Asian Drybulk Shipping Sector
SECTOR REVIEW
Who will survive this down-cycle?
■ Freight rates are at loss-making levels with some ships idling at ports. A
weaker China economy is a negative. However, with strong balance
sheets, carriers should be able to survive the down-cycle. We expect a
short-term BDI rebound on pent-up demand, when trade financing
issues are resolved, China-Brazil iron ore talks are settled, seasonal
demand picks-up and/or China steel inventory de-stocking finishes.
■ Carriers like CSD, STX Pan Ocean and Sincere Navigation could see
rising financial leverage, but do not show signs of short-term cash flow
problems, and significant financial distress even if we assume the BDI
falls to a historical low, leading to two years of losses. China Cosco,
STX PO and Pacific Basin have exposures to freight-rated derivatives.
■ Currently shipping customers, faced with trade financing issues, are
unable to ship cargo. For shipping owners, existing contracts may not
be honoured and financing costs are rising. We expect massive new
order cancellations and significant delays in delivery, given ship
financing issues and doubts on shipyards’ execution capabilities.
■ With weaker bulk demand, we still expect industry oversupply in 2009-
10 despite assuming a 30% order cancellation rate. We hence revise
down our 2008-10 BDI average to 6,700, 2,500 and 1,500. We cut sector
earnings by 15-86% in 2009 and expect some to make losses in 2010.
■ We think some stocks are inexpensive plays to a BDI rebound since
they are already below book value, and 14-53% below adjusted NAV. In
our universe, we like China Cosco, China Shipping Dev. and Sincere.
We downgrade Maybulk and U-Ming to Underperform.

Who will survive this down-cycle?
Dire situation – who will survive?
Under our stress test of a historically low BDI of 554 and thus two years of losses, carriers
would not be in significant financial distress if drastic measures like cutting capex and
returning charter-fleets are taken. A reality check on balance sheets also suggests no
carriers are showing short-term cash flow problems. CCH, STXPO and PB have freightrated
derivative exposure (FFA), but the risks to earnings appear bearable. Some vessels
with high capital costs are already operating below cash cost, but we estimate that most
carriers, except for PB and STXPO, could still be profitable in 2009 based on a BDI
average of 1,000, assuming half of their contracts signed earlier are still in place.

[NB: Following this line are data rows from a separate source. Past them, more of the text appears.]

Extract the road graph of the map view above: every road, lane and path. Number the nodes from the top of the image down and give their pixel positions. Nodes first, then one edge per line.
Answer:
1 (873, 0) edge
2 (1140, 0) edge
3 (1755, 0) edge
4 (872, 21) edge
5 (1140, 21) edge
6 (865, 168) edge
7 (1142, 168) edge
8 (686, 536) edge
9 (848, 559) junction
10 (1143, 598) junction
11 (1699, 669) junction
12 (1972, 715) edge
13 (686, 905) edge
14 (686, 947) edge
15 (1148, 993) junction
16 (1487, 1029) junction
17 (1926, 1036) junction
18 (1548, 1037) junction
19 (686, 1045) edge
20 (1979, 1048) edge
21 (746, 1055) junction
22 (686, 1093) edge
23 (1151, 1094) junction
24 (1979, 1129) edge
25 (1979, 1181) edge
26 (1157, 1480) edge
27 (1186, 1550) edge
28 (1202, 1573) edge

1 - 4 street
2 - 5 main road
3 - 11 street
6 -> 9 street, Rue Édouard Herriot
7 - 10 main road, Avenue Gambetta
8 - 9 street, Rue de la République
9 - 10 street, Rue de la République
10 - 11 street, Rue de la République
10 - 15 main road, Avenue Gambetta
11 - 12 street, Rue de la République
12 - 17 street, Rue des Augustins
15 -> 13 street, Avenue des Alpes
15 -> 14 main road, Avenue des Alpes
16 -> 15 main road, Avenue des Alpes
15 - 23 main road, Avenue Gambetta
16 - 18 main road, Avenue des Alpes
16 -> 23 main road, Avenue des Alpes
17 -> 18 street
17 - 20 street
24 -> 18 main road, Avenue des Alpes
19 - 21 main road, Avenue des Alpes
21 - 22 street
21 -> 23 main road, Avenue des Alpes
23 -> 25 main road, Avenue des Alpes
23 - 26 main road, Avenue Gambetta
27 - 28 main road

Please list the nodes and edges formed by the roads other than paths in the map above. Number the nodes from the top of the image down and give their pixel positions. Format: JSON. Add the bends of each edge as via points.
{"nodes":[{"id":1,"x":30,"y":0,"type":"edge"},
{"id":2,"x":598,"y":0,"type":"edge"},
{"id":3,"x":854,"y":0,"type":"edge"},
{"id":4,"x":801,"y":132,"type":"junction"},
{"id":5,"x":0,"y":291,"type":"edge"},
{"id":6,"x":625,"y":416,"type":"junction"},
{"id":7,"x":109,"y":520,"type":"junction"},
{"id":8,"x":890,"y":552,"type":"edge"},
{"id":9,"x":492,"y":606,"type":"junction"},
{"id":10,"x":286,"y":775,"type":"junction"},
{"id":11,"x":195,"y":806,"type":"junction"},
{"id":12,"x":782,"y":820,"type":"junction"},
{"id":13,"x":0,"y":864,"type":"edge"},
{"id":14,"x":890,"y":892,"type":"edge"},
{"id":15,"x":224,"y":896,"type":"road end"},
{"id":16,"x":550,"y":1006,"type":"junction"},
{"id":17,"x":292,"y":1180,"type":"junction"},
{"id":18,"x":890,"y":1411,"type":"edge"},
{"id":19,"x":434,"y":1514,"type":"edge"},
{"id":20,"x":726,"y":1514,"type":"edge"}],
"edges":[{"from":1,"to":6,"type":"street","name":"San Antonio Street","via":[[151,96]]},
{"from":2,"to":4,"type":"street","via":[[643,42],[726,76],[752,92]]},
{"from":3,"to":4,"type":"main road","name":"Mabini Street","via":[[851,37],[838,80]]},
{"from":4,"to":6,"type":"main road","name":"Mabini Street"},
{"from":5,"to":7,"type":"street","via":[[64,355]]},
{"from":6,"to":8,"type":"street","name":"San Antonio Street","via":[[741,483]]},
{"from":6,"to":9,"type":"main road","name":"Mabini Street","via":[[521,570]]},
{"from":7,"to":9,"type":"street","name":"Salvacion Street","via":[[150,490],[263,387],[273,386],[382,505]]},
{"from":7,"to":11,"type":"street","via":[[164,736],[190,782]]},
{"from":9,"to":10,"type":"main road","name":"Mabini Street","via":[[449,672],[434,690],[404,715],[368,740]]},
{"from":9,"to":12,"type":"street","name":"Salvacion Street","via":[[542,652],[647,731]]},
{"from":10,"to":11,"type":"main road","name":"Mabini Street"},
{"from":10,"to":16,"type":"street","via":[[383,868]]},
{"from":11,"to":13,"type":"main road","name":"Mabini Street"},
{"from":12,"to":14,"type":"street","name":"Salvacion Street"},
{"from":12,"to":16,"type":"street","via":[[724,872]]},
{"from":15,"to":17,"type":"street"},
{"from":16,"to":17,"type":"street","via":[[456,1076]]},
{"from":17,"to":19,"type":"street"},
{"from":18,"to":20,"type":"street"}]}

Impact of global credit crunch on shipping
Shipping customers are faced with trade financing issues and unable to ship cargoes. For
shipping owners, existing shipping contracts may not be honoured by customers or
charterers (given the collapse in rates), and financing costs are rising. New ship financing
terms are tougher, if they can be arranged at all (the ship financing market has shut
down). Weaker shipbuilders could see cash flow problems, as new orders dry up. We
expect massive new order cancellations and significant delays in delivery (we have
already seen a 30% delay YTD). Even scrapyards face difficulties in obtaining bank
financing to purchase vessels for scrap.
A new supply/demand balance to be established
Considering the weaker China and global trade outlook (CS economists recently revised
down China’s GDP forecast to 5-6% for the next three quarters, the weakest we have
seen in 20 years), we revised down our demand growth forecast accordingly to 2.4-3.6%
in 2009-10E. However, taking into account a 30% order cancellation in our base case, we
still expect to see an industry oversupply in 2009-10E. We estimate that an order
cancellation of 60-70% is required to see supply/demand in balance again in 2009-10E.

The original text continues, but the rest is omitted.